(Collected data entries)
————————
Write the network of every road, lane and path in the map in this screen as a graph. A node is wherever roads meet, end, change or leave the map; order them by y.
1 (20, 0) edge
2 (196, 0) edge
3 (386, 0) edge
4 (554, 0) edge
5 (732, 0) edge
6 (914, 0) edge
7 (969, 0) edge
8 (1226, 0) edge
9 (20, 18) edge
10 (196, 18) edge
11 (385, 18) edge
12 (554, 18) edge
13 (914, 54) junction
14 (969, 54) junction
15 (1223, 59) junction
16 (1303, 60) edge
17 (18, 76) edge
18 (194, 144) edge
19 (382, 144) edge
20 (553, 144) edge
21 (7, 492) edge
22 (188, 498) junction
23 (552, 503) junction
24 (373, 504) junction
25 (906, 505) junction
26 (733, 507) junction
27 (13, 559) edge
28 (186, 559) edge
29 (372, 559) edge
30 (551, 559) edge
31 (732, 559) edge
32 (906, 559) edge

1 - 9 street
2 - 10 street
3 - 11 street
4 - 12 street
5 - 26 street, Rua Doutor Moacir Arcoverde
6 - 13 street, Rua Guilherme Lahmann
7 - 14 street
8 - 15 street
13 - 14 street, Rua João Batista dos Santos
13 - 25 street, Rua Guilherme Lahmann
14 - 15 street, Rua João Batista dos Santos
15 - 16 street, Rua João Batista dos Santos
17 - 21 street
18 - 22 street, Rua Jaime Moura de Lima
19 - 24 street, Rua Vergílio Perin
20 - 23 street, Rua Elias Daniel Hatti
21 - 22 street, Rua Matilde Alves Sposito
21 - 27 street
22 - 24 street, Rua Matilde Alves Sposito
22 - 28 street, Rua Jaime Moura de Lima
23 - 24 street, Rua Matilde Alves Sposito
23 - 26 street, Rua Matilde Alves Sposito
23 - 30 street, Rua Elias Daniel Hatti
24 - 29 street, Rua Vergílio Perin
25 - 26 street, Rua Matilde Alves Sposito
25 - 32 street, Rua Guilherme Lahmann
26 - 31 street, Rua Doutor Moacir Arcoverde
————————
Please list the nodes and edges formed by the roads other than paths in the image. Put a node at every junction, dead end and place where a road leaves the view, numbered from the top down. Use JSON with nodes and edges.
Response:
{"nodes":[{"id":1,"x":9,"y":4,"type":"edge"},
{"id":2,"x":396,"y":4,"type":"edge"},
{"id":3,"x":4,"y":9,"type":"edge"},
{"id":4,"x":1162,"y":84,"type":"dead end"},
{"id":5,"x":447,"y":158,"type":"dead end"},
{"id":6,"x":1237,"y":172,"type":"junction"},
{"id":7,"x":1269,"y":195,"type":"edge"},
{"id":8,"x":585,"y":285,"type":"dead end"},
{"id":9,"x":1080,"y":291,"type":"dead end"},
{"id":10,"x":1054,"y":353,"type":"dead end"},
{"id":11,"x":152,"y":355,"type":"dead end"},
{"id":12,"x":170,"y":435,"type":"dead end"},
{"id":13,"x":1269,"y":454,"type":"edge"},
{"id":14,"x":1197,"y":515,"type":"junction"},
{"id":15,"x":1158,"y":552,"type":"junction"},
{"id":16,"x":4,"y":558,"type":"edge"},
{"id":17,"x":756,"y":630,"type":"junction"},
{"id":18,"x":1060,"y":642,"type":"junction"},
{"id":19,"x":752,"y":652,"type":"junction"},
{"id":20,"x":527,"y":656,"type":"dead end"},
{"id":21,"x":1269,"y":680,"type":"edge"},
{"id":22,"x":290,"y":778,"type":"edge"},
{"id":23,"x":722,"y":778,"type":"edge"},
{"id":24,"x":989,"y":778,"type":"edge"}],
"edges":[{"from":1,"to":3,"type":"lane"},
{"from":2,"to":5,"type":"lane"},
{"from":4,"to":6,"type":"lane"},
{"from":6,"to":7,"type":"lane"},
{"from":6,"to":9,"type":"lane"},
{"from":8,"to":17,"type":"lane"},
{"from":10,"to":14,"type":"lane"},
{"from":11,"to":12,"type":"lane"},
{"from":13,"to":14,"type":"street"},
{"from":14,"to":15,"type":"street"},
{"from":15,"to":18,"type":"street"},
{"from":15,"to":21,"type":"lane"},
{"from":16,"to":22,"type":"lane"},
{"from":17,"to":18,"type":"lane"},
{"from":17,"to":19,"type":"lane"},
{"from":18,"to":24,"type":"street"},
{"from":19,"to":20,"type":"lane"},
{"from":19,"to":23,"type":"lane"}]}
————————
Among the records, find all lines that include the string "Arcoverde" and return them.

5 - 26 street, Rua Doutor Moacir Arcoverde
26 - 31 street, Rua Doutor Moacir Arcoverde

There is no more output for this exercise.